§ Task goal
The entries that follow need to be printed exactly as they are, minus any pictures.

§ Stored data
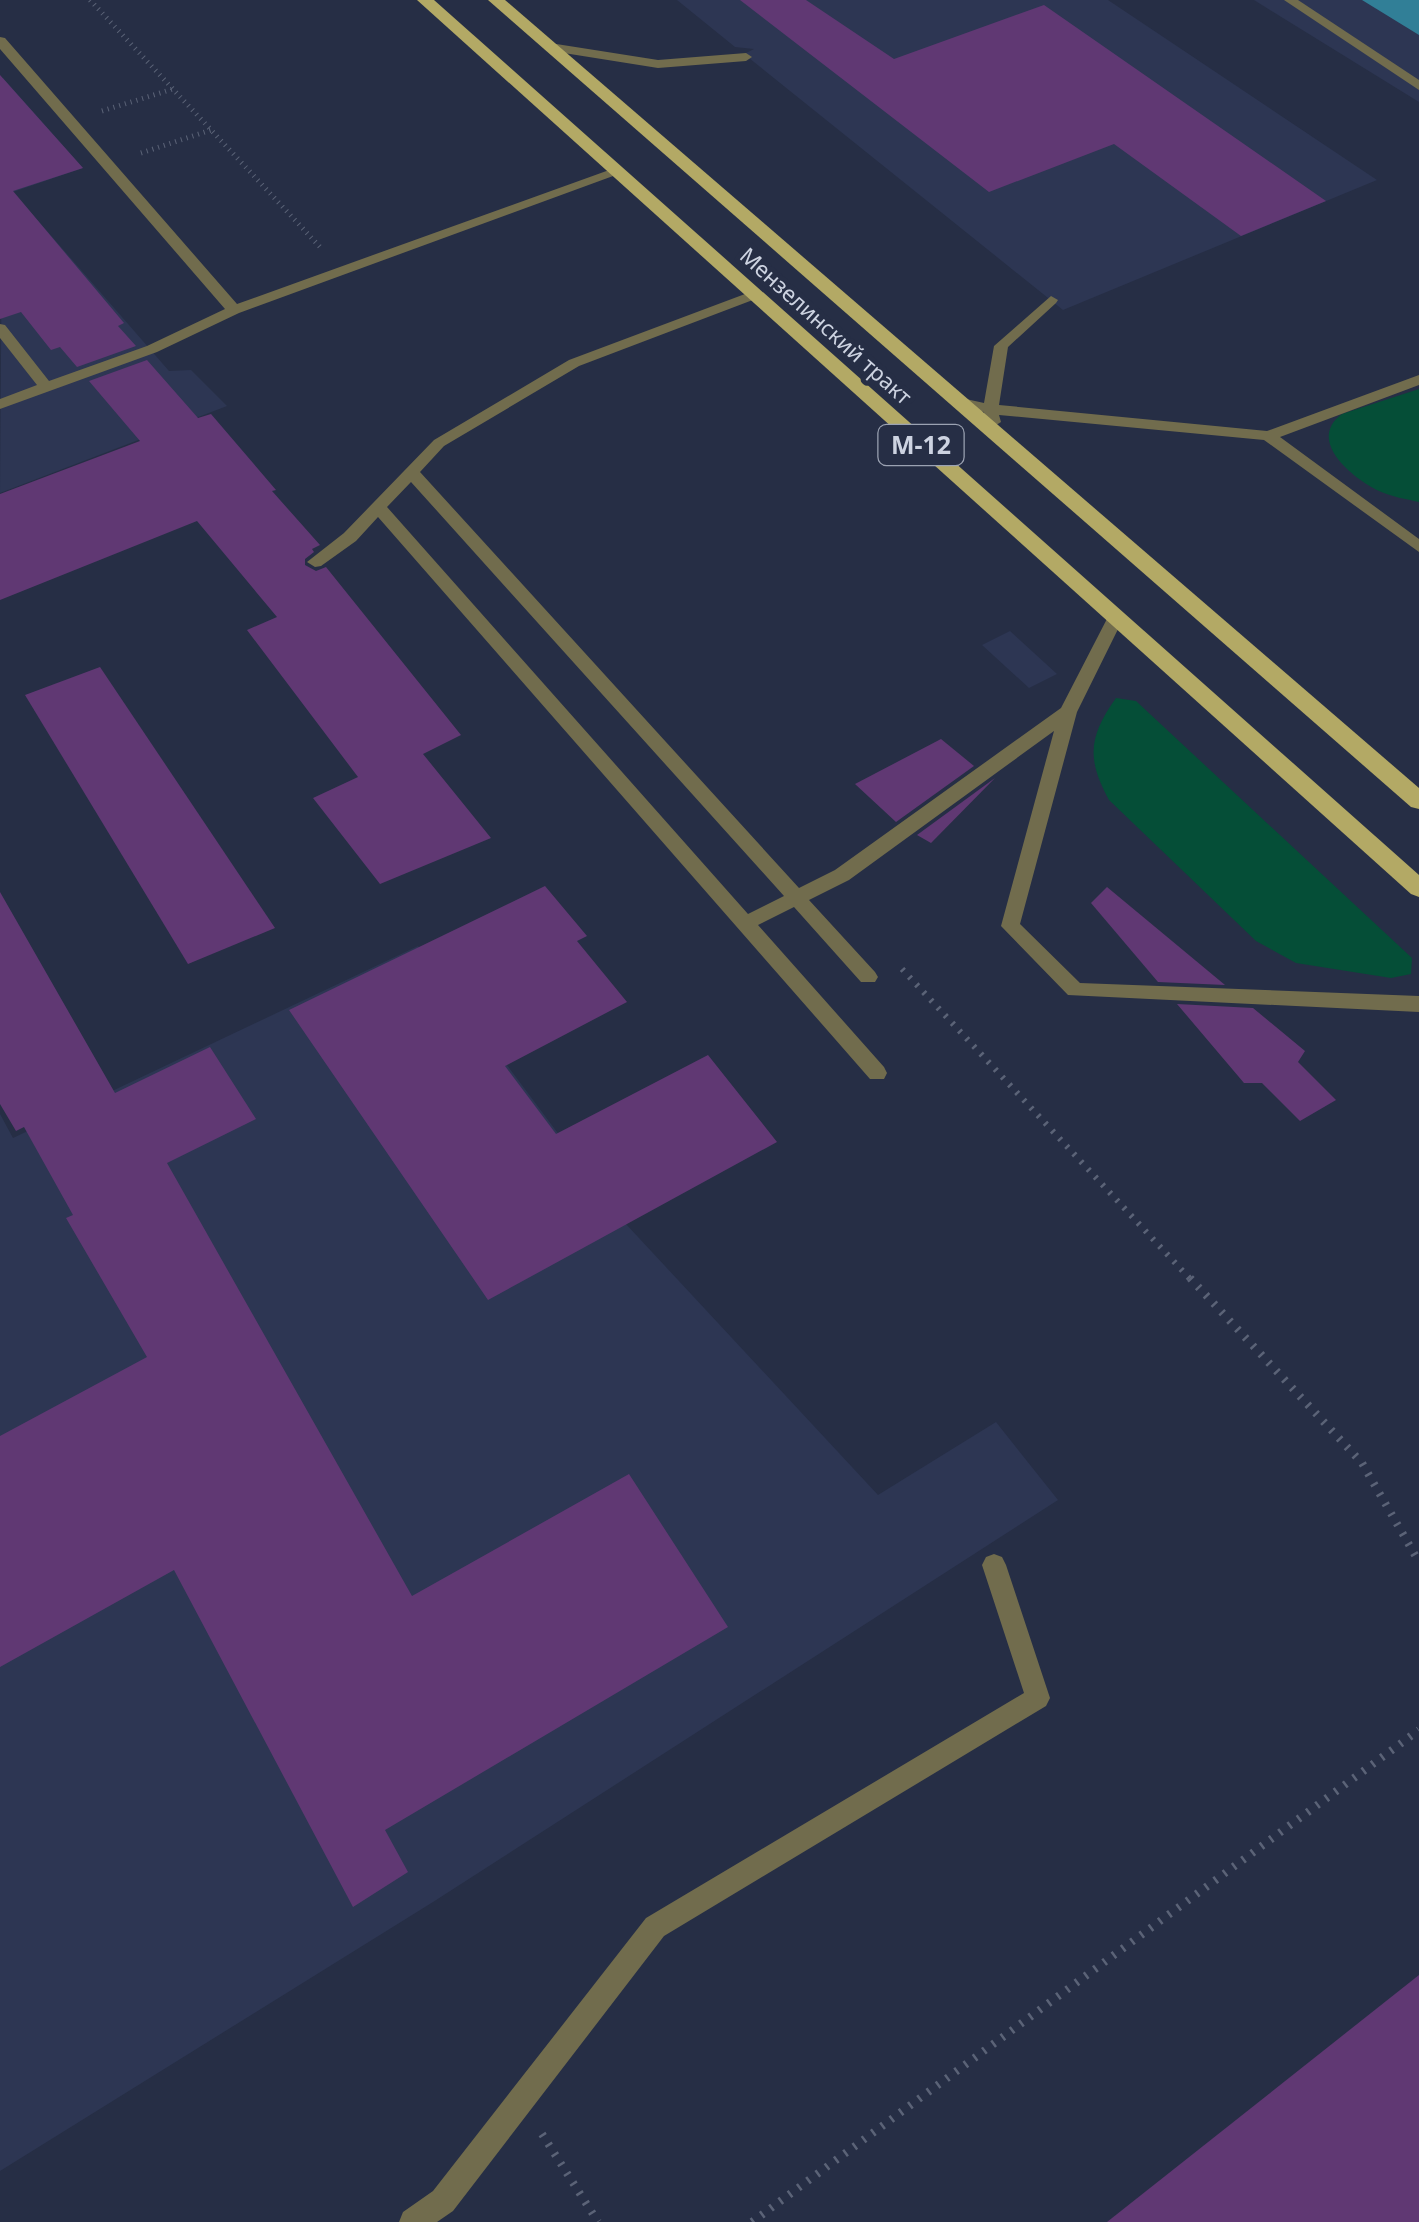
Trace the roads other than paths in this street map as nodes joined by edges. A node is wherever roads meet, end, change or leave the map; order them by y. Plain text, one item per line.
1 (424, 0) edge
2 (496, 0) edge
3 (1290, 0) edge
4 (0, 41) edge
5 (550, 48) junction
6 (746, 57) dead end
7 (1419, 86) edge
8 (618, 172) junction
9 (753, 295) junction
10 (1051, 300) dead end
11 (234, 310) junction
12 (0, 328) edge
13 (8, 349) edge
14 (1419, 380) edge
15 (46, 387) junction
16 (957, 402) junction
17 (0, 404) edge
18 (991, 409) junction
19 (995, 434) junction
20 (1268, 436) junction
21 (412, 472) junction
22 (378, 506) junction
23 (1419, 547) edge
24 (315, 562) dead end
25 (1116, 617) junction
26 (1068, 712) junction
27 (1419, 801) edge
28 (1419, 888) edge
29 (796, 898) junction
30 (746, 924) junction
31 (868, 978) dead end
32 (1419, 1004) edge
33 (876, 1073) dead end
34 (994, 1564) dead end
35 (413, 2222) edge

1 - 8 main road, Мензелинский тракт / М-12
2 - 5 main road, Мензелинский тракт / М-12
3 - 7 lane
4 - 11 lane
5 - 6 lane
5 - 16 main road, Мензелинский тракт / М-12
8 - 9 main road, Мензелинский тракт / М-12
8 - 11 lane
9 - 21 lane
9 - 25 main road, Мензелинский тракт / М-12
10 - 18 lane
11 - 15 lane
12 - 13 lane
13 - 15 lane
14 - 20 lane
15 - 17 lane
16 - 18 lane
16 - 19 main road, Мензелинский тракт / М-12
18 - 19 lane
18 - 20 lane
19 - 27 main road, Мензелинский тракт / М-12
20 - 23 lane
21 - 22 lane
21 - 29 lane
22 - 24 lane
22 - 30 lane
25 - 26 lane
25 - 28 main road, Мензелинский тракт / М-12
26 - 29 lane
26 - 32 lane
29 - 30 lane
29 - 31 lane
30 - 33 lane
34 - 35 lane

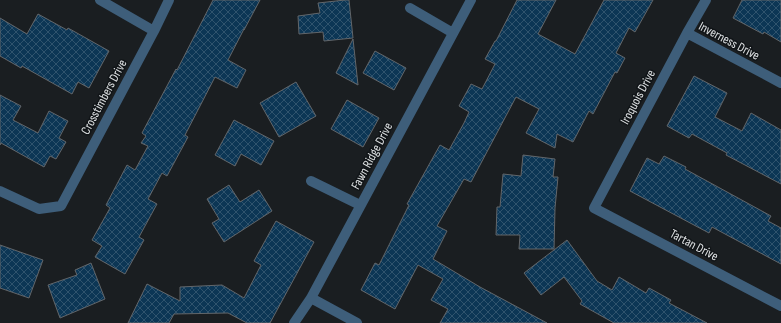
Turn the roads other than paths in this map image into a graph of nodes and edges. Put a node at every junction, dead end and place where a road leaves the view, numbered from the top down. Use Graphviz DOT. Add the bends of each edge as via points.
graph roads {
  1 [pos="100,0"];
  2 [pos="169,0"];
  3 [pos="471,0"];
  4 [pos="706,0"];
  5 [pos="410,8"];
  6 [pos="154,31"];
  7 [pos="453,33"];
  8 [pos="687,33"];
  9 [pos="781,82"];
  10 [pos="311,181"];
  11 [pos="0,191"];
  12 [pos="360,204"];
  13 [pos="594,208"];
  14 [pos="311,298"];
  15 [pos="781,306"];
  16 [pos="294,323"];
  17 [pos="357,323"];
  1 -- 6 [label="street"];
  2 -- 6 [label="street, Crosstimbers Drive"];
  3 -- 7 [label="street, Fawn Ridge Drive"];
  4 -- 8 [label="street, Iroquois Drive"];
  5 -- 7 [label="street"];
  6 -- 11 [label="street, Crosstimbers Drive" via="61,206 39,209"];
  7 -- 12 [label="street, Fawn Ridge Drive"];
  8 -- 9 [label="street, Inverness Drive"];
  8 -- 13 [label="street, Iroquois Drive"];
  10 -- 12 [label="street"];
  12 -- 14 [label="street, Fawn Ridge Drive"];
  13 -- 15 [label="street, Tartan Drive"];
  14 -- 16 [label="street, Fawn Ridge Drive"];
  14 -- 17 [label="street"];
}
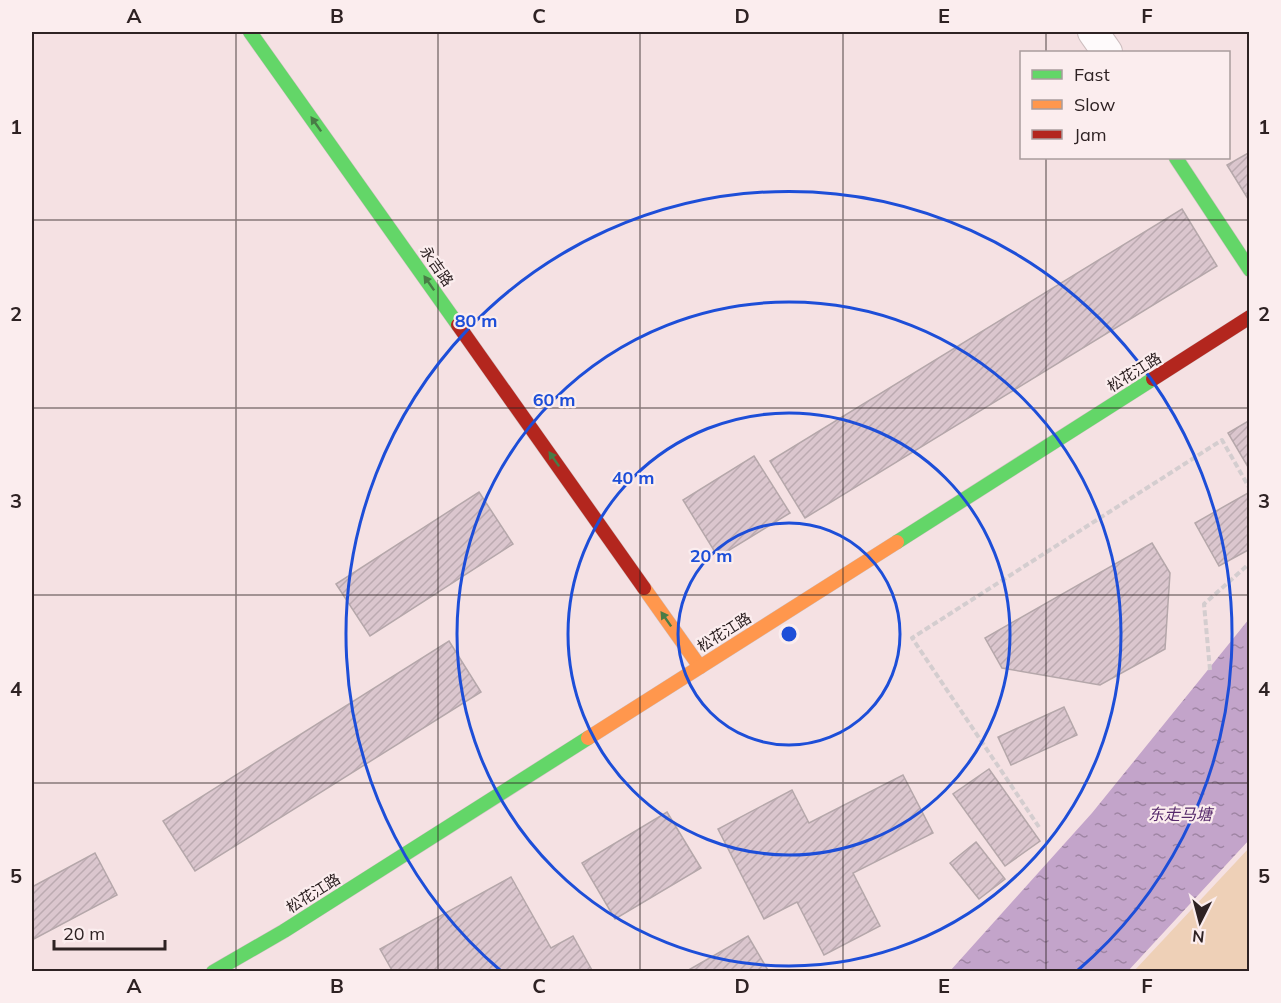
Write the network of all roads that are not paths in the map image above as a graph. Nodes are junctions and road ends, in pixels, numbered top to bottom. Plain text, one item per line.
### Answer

§ Written response
Trace the roads other than paths in this street map as nodes joined by edges. A node is wherever roads meet, end, change or leave the map; order them by y. Plain text, one item per line.
1 (424, 0) edge
2 (496, 0) edge
3 (1290, 0) edge
4 (0, 41) edge
5 (550, 48) junction
6 (746, 57) dead end
7 (1419, 86) edge
8 (618, 172) junction
9 (753, 295) junction
10 (1051, 300) dead end
11 (234, 310) junction
12 (0, 328) edge
13 (8, 349) edge
14 (1419, 380) edge
15 (46, 387) junction
16 (957, 402) junction
17 (0, 404) edge
18 (991, 409) junction
19 (995, 434) junction
20 (1268, 436) junction
21 (412, 472) junction
22 (378, 506) junction
23 (1419, 547) edge
24 (315, 562) dead end
25 (1116, 617) junction
26 (1068, 712) junction
27 (1419, 801) edge
28 (1419, 888) edge
29 (796, 898) junction
30 (746, 924) junction
31 (868, 978) dead end
32 (1419, 1004) edge
33 (876, 1073) dead end
34 (994, 1564) dead end
35 (413, 2222) edge

1 - 8 main road, Мензелинский тракт / М-12
2 - 5 main road, Мензелинский тракт / М-12
3 - 7 lane
4 - 11 lane
5 - 6 lane
5 - 16 main road, Мензелинский тракт / М-12
8 - 9 main road, Мензелинский тракт / М-12
8 - 11 lane
9 - 21 lane
9 - 25 main road, Мензелинский тракт / М-12
10 - 18 lane
11 - 15 lane
12 - 13 lane
13 - 15 lane
14 - 20 lane
15 - 17 lane
16 - 18 lane
16 - 19 main road, Мензелинский тракт / М-12
18 - 19 lane
18 - 20 lane
19 - 27 main road, Мензелинский тракт / М-12
20 - 23 lane
21 - 22 lane
21 - 29 lane
22 - 24 lane
22 - 30 lane
25 - 26 lane
25 - 28 main road, Мензелинский тракт / М-12
26 - 29 lane
26 - 32 lane
29 - 30 lane
29 - 31 lane
30 - 33 lane
34 - 35 lane

Turn the roads other than paths in this map image into a graph of nodes and edges. Put a node at every junction, dead end and place where a road leaves the view, numbered from the top down. Use Graphviz DOT. Add the bends of each edge as via points.
graph roads {
  1 [pos="100,0"];
  2 [pos="169,0"];
  3 [pos="471,0"];
  4 [pos="706,0"];
  5 [pos="410,8"];
  6 [pos="154,31"];
  7 [pos="453,33"];
  8 [pos="687,33"];
  9 [pos="781,82"];
  10 [pos="311,181"];
  11 [pos="0,191"];
  12 [pos="360,204"];
  13 [pos="594,208"];
  14 [pos="311,298"];
  15 [pos="781,306"];
  16 [pos="294,323"];
  17 [pos="357,323"];
  1 -- 6 [label="street"];
  2 -- 6 [label="street, Crosstimbers Drive"];
  3 -- 7 [label="street, Fawn Ridge Drive"];
  4 -- 8 [label="street, Iroquois Drive"];
  5 -- 7 [label="street"];
  6 -- 11 [label="street, Crosstimbers Drive" via="61,206 39,209"];
  7 -- 12 [label="street, Fawn Ridge Drive"];
  8 -- 9 [label="street, Inverness Drive"];
  8 -- 13 [label="street, Iroquois Drive"];
  10 -- 12 [label="street"];
  12 -- 14 [label="street, Fawn Ridge Drive"];
  13 -- 15 [label="street, Tartan Drive"];
  14 -- 16 [label="street, Fawn Ridge Drive"];
  14 -- 17 [label="street"];
}
Write the network of all roads that are not paths in the map image above as a graph. Nodes are junctions and road ends, in pixels, numbered top to bottom. Plain text, one item per line.
### Answer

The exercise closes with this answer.